Description of the task |
Work out how many lines in the records below include the string "Newbery", and reply with that number alone.

[Data entries]
----

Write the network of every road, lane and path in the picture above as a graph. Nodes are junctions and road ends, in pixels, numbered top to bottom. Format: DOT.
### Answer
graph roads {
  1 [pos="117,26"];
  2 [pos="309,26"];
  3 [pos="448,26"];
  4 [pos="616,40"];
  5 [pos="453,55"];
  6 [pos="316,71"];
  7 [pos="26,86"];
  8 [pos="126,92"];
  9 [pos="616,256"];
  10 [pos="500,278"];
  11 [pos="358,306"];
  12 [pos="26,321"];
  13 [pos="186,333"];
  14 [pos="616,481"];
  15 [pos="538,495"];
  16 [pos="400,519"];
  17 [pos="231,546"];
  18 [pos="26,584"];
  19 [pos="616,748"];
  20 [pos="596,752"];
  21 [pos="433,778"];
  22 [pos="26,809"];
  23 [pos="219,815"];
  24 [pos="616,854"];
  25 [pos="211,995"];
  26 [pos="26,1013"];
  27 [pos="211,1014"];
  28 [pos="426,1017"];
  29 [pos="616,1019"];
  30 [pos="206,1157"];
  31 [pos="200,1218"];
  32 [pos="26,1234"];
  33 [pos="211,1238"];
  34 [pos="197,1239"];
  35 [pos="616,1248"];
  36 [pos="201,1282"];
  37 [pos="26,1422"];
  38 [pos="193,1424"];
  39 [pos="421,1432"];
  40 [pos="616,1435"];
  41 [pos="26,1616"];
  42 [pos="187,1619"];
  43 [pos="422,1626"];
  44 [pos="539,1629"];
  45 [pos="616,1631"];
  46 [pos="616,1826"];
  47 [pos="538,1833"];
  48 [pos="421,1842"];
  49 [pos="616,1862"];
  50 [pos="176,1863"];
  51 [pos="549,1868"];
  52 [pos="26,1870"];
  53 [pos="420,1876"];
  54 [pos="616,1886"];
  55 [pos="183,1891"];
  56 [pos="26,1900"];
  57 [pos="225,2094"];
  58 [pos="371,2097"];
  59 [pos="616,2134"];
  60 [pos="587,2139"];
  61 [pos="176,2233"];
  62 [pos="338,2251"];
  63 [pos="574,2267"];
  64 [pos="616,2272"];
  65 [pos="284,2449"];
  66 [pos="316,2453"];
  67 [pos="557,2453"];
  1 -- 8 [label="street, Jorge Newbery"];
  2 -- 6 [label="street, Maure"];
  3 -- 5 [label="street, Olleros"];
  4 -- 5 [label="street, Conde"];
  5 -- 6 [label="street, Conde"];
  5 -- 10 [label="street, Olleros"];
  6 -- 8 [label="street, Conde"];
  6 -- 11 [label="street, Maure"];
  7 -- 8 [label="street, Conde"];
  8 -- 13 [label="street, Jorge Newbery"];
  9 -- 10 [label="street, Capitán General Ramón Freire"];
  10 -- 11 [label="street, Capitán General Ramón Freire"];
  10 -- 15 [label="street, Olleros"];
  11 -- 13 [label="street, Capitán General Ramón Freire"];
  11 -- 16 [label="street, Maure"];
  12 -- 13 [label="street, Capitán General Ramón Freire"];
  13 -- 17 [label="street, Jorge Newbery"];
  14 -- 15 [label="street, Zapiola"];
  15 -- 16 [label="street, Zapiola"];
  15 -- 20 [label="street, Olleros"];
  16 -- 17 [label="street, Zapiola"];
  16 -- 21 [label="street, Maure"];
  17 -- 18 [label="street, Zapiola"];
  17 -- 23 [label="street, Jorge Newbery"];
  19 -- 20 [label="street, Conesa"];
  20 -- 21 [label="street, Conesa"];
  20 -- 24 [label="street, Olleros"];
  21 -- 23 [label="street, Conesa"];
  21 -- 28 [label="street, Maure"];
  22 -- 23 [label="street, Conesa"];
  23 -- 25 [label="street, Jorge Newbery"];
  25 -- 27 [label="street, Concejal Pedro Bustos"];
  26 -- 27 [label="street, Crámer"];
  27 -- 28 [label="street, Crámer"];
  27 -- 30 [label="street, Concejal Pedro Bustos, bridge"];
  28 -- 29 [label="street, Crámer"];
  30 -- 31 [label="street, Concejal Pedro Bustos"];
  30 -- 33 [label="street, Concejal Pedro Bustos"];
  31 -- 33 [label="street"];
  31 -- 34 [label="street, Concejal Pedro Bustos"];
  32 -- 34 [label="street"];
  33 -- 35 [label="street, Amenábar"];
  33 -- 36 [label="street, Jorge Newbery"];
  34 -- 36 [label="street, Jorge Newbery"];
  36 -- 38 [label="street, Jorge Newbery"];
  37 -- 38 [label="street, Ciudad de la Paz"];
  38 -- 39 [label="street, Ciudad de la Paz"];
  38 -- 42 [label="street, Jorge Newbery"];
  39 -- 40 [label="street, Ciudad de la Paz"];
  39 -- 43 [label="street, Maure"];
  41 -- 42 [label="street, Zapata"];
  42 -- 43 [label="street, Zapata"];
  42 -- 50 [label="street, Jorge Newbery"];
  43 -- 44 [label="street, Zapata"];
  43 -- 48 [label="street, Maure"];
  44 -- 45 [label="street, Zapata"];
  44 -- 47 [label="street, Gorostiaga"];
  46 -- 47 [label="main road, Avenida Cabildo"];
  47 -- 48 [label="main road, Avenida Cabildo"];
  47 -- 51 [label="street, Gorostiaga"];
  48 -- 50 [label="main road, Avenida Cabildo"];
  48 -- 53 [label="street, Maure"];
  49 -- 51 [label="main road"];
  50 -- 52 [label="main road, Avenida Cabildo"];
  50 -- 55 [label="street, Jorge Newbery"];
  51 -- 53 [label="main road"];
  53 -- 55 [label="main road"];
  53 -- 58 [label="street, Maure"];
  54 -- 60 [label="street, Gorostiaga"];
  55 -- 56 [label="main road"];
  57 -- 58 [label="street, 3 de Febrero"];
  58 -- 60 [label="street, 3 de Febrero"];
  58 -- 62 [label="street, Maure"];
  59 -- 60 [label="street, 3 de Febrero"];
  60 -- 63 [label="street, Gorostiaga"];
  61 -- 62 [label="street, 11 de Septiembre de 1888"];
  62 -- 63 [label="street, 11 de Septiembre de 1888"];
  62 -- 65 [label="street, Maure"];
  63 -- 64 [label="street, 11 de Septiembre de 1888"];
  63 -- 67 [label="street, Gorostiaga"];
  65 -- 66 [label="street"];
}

----

Output of the task |
11